--- DATA IN THIS EXERCISE ---
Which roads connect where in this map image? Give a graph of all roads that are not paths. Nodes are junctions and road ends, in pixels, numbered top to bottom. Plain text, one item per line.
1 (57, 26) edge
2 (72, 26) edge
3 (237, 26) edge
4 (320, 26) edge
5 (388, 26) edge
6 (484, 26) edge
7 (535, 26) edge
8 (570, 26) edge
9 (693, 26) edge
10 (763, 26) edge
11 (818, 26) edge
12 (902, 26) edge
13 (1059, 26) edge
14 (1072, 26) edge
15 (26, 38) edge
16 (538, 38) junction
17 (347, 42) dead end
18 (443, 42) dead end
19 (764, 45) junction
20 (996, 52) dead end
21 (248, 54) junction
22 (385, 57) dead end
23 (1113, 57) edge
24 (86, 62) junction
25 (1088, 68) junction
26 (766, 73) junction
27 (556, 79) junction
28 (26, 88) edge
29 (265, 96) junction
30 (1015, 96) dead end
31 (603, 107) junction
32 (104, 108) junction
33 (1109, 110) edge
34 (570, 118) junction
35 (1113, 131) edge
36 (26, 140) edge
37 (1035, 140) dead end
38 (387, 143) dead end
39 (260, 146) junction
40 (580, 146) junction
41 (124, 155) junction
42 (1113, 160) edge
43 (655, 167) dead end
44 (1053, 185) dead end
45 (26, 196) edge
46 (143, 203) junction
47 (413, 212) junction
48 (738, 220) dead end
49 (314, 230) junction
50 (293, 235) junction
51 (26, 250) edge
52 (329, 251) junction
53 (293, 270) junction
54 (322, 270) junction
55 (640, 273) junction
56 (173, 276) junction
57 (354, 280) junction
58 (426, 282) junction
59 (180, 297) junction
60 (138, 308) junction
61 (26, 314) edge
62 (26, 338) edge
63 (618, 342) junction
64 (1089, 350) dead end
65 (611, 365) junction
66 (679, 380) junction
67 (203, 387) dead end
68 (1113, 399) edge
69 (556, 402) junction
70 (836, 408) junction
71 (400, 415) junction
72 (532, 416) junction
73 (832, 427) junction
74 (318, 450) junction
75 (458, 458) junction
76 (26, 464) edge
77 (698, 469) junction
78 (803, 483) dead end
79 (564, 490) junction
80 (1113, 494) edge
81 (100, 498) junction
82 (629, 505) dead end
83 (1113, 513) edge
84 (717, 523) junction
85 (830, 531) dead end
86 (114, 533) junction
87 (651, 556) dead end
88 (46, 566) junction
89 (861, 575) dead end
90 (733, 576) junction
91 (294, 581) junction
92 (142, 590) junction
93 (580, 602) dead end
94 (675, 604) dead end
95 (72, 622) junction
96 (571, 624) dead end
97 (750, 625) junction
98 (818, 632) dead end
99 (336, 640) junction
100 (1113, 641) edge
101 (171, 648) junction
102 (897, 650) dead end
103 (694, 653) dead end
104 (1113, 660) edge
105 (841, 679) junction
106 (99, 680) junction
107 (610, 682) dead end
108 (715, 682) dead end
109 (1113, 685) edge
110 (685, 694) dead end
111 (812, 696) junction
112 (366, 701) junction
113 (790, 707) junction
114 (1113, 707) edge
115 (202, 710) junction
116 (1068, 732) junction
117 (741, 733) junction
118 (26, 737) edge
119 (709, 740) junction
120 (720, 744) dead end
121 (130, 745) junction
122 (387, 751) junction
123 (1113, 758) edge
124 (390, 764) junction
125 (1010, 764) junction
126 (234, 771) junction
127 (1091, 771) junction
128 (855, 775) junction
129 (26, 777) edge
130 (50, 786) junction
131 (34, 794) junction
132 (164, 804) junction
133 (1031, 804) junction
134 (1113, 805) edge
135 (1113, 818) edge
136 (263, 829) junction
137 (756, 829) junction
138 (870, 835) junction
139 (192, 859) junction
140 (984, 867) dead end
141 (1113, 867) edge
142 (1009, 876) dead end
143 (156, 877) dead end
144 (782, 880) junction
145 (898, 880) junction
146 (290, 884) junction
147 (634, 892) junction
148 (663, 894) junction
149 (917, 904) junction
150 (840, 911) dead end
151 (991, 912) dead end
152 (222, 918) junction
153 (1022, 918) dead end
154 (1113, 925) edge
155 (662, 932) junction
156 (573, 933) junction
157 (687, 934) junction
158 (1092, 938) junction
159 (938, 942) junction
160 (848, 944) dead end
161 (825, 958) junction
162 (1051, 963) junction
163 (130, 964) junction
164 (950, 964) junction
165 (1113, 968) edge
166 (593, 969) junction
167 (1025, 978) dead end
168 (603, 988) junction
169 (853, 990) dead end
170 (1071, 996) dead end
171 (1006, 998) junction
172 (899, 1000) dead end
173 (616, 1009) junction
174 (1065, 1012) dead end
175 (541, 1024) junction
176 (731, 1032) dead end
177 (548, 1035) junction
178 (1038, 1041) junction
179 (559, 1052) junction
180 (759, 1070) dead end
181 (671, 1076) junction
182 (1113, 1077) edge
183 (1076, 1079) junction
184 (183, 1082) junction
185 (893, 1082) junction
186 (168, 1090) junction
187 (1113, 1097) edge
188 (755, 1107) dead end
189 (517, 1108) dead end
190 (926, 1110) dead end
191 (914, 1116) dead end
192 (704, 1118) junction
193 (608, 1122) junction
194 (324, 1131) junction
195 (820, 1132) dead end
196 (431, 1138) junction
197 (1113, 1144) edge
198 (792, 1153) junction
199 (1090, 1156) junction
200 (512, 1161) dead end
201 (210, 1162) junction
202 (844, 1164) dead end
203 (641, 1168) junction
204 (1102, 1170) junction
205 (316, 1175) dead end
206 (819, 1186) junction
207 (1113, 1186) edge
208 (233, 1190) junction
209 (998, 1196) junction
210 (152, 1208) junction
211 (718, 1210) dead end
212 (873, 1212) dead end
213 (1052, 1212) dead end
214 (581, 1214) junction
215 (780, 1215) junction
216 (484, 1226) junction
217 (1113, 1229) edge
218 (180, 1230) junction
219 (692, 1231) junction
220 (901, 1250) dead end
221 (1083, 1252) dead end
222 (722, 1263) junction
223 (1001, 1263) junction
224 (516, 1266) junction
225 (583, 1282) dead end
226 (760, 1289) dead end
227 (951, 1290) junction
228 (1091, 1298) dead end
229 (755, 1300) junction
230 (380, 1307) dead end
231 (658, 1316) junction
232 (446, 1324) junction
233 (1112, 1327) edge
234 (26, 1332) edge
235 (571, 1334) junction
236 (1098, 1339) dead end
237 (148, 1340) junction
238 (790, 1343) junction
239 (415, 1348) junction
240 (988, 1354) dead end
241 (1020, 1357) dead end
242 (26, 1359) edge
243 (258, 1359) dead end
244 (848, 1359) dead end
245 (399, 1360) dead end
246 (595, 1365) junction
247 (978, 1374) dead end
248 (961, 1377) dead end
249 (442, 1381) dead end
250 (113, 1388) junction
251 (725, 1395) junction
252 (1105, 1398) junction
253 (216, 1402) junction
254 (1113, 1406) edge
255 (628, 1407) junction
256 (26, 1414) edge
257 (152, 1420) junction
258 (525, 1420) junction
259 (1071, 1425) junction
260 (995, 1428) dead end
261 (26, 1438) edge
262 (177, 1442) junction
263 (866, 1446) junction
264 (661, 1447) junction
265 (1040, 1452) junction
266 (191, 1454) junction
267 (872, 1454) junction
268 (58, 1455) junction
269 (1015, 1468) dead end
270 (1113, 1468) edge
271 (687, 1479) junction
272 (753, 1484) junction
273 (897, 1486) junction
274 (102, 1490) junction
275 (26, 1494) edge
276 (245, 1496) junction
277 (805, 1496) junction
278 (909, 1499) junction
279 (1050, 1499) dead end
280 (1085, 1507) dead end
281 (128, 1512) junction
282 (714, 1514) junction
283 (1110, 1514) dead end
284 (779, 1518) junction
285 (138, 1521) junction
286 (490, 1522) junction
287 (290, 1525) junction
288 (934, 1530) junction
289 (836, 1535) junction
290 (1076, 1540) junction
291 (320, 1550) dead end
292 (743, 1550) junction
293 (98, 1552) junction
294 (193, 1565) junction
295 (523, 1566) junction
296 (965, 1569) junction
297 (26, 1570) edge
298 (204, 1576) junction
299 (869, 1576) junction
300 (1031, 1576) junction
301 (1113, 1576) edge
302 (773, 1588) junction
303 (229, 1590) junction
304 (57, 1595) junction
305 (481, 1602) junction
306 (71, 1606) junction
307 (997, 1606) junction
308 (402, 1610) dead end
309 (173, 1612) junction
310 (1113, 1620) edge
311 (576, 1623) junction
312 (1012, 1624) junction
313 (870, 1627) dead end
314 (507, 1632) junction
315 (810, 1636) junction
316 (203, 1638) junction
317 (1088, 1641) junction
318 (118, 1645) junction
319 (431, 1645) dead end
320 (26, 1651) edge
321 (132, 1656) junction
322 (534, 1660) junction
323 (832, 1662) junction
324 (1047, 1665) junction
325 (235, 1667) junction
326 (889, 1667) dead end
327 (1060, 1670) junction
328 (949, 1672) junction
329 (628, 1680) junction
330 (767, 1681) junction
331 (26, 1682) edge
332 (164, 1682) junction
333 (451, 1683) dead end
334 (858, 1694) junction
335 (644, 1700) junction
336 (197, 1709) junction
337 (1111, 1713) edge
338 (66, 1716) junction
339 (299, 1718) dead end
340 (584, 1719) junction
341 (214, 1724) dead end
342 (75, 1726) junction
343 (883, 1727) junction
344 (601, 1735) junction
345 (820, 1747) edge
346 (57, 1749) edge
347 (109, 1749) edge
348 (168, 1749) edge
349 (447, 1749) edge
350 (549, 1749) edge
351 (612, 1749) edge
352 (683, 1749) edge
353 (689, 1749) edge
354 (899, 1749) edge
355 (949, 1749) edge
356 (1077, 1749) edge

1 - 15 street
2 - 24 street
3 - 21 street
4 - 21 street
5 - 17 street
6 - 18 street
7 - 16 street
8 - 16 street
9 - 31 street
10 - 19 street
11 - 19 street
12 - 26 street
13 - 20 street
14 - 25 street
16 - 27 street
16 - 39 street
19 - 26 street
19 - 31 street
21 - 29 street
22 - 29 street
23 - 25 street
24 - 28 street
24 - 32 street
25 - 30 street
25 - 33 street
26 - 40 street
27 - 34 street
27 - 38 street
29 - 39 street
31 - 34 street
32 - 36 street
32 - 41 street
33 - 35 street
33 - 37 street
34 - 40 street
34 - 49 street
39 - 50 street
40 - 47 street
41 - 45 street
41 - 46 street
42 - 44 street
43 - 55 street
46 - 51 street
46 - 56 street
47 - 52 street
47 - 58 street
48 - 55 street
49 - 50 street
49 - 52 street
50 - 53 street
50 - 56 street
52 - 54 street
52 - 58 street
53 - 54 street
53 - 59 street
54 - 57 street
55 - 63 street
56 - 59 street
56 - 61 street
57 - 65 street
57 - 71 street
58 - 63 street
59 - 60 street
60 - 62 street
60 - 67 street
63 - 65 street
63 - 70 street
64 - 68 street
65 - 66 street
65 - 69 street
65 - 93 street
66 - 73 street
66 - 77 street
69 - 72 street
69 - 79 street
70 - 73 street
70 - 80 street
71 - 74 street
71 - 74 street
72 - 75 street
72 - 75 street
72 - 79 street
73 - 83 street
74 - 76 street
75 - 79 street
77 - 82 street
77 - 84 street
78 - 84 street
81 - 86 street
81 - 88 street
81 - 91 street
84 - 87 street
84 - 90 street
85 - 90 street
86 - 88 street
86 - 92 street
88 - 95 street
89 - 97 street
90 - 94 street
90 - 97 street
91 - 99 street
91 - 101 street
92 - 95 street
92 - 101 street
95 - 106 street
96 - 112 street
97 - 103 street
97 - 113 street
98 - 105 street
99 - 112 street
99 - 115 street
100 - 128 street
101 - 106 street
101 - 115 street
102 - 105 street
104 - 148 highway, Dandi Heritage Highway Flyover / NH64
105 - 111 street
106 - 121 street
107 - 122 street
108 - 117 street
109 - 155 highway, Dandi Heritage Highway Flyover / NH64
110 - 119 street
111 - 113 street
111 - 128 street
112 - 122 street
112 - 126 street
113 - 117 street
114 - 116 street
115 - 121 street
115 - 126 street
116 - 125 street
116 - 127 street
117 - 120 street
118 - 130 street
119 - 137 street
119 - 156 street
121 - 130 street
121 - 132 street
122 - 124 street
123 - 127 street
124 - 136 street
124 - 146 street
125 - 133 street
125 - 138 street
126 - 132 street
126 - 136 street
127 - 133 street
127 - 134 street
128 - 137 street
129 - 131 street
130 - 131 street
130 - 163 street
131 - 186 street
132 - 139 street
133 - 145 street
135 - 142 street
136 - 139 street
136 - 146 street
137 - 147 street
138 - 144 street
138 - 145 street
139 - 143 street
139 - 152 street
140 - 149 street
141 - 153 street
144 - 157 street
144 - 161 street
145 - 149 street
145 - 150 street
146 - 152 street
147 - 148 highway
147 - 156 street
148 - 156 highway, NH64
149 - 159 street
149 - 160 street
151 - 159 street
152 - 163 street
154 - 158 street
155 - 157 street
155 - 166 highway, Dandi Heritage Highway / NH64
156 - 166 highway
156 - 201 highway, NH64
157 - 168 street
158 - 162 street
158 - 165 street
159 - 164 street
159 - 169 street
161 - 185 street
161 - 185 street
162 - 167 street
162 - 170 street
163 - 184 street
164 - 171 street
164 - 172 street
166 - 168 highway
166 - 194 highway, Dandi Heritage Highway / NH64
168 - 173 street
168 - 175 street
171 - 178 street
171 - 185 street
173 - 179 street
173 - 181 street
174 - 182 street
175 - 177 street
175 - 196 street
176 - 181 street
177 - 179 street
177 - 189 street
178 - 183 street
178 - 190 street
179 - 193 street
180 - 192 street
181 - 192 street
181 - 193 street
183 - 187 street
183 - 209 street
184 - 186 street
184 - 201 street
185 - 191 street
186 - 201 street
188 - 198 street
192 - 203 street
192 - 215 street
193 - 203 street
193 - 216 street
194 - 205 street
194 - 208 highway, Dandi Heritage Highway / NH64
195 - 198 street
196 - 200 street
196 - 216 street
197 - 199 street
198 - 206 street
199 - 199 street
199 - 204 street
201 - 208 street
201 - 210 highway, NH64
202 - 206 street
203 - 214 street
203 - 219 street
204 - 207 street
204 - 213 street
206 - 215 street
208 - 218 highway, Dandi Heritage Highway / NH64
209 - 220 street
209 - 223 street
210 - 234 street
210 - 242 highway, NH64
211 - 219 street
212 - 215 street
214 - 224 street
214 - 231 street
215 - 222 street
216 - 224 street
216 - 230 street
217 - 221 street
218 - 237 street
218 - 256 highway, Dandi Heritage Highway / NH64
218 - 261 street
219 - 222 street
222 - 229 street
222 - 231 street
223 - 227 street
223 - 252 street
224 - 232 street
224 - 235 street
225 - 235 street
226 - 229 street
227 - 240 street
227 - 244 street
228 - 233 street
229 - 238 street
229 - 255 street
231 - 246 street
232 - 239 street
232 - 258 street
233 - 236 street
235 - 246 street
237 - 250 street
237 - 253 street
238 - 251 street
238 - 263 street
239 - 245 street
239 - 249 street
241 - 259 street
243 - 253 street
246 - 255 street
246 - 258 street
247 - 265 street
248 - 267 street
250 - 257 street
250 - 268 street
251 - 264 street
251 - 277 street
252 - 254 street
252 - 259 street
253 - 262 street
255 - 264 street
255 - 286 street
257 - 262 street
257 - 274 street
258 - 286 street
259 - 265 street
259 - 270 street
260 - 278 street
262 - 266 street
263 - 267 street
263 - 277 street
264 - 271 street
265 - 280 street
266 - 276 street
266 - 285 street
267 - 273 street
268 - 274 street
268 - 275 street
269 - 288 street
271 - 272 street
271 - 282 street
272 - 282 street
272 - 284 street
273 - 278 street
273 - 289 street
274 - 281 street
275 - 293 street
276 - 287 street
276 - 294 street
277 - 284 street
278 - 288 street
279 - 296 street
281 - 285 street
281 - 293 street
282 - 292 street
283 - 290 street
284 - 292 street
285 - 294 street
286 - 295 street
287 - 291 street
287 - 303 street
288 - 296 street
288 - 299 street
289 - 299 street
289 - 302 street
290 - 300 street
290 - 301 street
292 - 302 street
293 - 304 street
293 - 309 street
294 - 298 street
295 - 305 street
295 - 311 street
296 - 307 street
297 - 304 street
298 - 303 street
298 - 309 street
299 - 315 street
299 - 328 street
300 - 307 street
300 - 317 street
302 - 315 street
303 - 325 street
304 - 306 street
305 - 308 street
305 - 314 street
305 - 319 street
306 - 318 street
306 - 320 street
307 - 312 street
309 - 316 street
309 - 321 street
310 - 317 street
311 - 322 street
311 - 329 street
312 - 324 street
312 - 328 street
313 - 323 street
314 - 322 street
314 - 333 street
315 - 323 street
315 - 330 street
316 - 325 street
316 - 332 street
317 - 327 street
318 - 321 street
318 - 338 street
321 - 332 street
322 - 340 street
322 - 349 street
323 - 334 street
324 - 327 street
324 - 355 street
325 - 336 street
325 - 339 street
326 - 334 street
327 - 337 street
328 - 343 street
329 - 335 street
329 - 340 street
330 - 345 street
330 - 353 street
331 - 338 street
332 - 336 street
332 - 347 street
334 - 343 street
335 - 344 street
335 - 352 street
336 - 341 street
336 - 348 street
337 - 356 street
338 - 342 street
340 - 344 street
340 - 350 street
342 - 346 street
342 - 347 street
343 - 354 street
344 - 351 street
---
* [WHAT IS BEING ASKED]:
Which lines above hold the string "Heritage"? Copy every one of them.

* [REPLY]:
104 - 148 highway, Dandi Heritage Highway Flyover / NH64
109 - 155 highway, Dandi Heritage Highway Flyover / NH64
155 - 166 highway, Dandi Heritage Highway / NH64
166 - 194 highway, Dandi Heritage Highway / NH64
194 - 208 highway, Dandi Heritage Highway / NH64
208 - 218 highway, Dandi Heritage Highway / NH64
218 - 256 highway, Dandi Heritage Highway / NH64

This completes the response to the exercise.